● **Exercise objective**:
Some lines hold the string "roads". Copy all of them from the material that follows.

══ Records to use

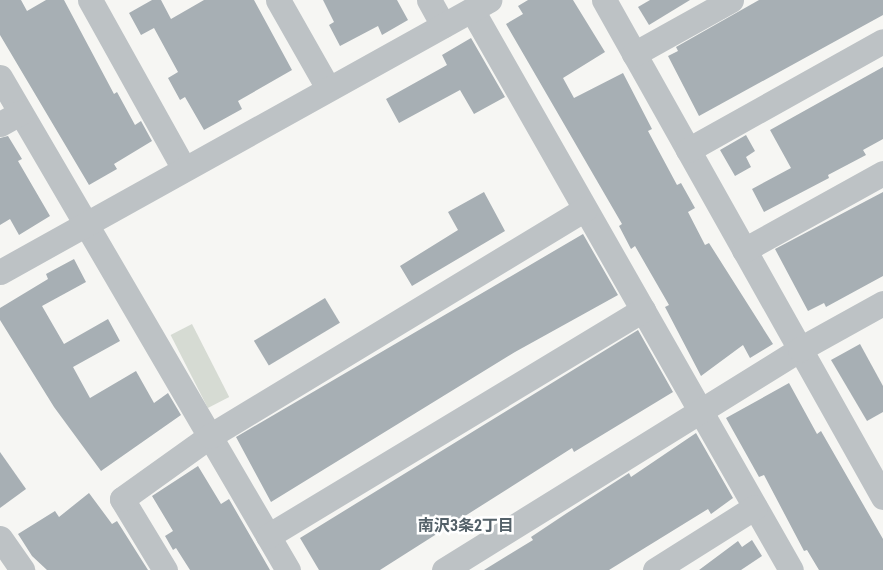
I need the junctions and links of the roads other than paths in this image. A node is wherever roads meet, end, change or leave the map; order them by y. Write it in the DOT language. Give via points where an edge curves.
graph roads {
  1 [pos="90,0"];
  2 [pos="278,0"];
  3 [pos="429,0"];
  4 [pos="604,0"];
  5 [pos="731,0"];
  6 [pos="480,5"];
  7 [pos="443,26"];
  8 [pos="883,41"];
  9 [pos="634,54"];
  10 [pos="0,77"];
  11 [pos="328,88"];
  12 [pos="10,118"];
  13 [pos="688,150"];
  14 [pos="184,169"];
  15 [pos="883,173"];
  16 [pos="585,209"];
  17 [pos="83,225"];
  18 [pos="744,250"];
  19 [pos="0,272"];
  20 [pos="883,303"];
  21 [pos="643,310"];
  22 [pos="800,349"];
  23 [pos="700,410"];
  24 [pos="210,436"];
  25 [pos="883,496"];
  26 [pos="755,507"];
  27 [pos="268,536"];
  28 [pos="0,538"];
  29 [pos="22,570"];
  30 [pos="165,570"];
  31 [pos="288,570"];
  32 [pos="444,570"];
  33 [pos="655,570"];
  34 [pos="791,570"];
  1 -- 14 [label="street"];
  2 -- 11 [label="street"];
  3 -- 7 [label="street"];
  4 -- 9 [label="street"];
  5 -- 9 [label="street"];
  6 -- 7 [label="street"];
  6 -- 16 [label="street"];
  7 -- 11 [label="street"];
  8 -- 13 [label="street"];
  9 -- 13 [label="street"];
  10 -- 12 [label="street"];
  11 -- 14 [label="street"];
  12 -- 17 [label="street"];
  13 -- 18 [label="street"];
  14 -- 17 [label="street"];
  15 -- 18 [label="street"];
  16 -- 21 [label="street"];
  16 -- 24 [label="street"];
  17 -- 19 [label="street"];
  17 -- 24 [label="street"];
  18 -- 22 [label="street"];
  20 -- 22 [label="street"];
  21 -- 23 [label="street"];
  21 -- 27 [label="street"];
  22 -- 23 [label="street"];
  22 -- 25 [label="street"];
  23 -- 26 [label="street"];
  23 -- 32 [label="street"];
  24 -- 27 [label="street"];
  24 -- 30 [label="street" via="122,499"];
  26 -- 33 [label="street"];
  26 -- 34 [label="street"];
  27 -- 31 [label="street"];
  28 -- 29 [label="street"];
}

════

● **Your solution**:
I need the junctions and links of the roads other than paths in this image. A node is wherever roads meet, end, change or leave the map; order them by y. Write it in the DOT language. Give via points where an edge curves.
graph roads {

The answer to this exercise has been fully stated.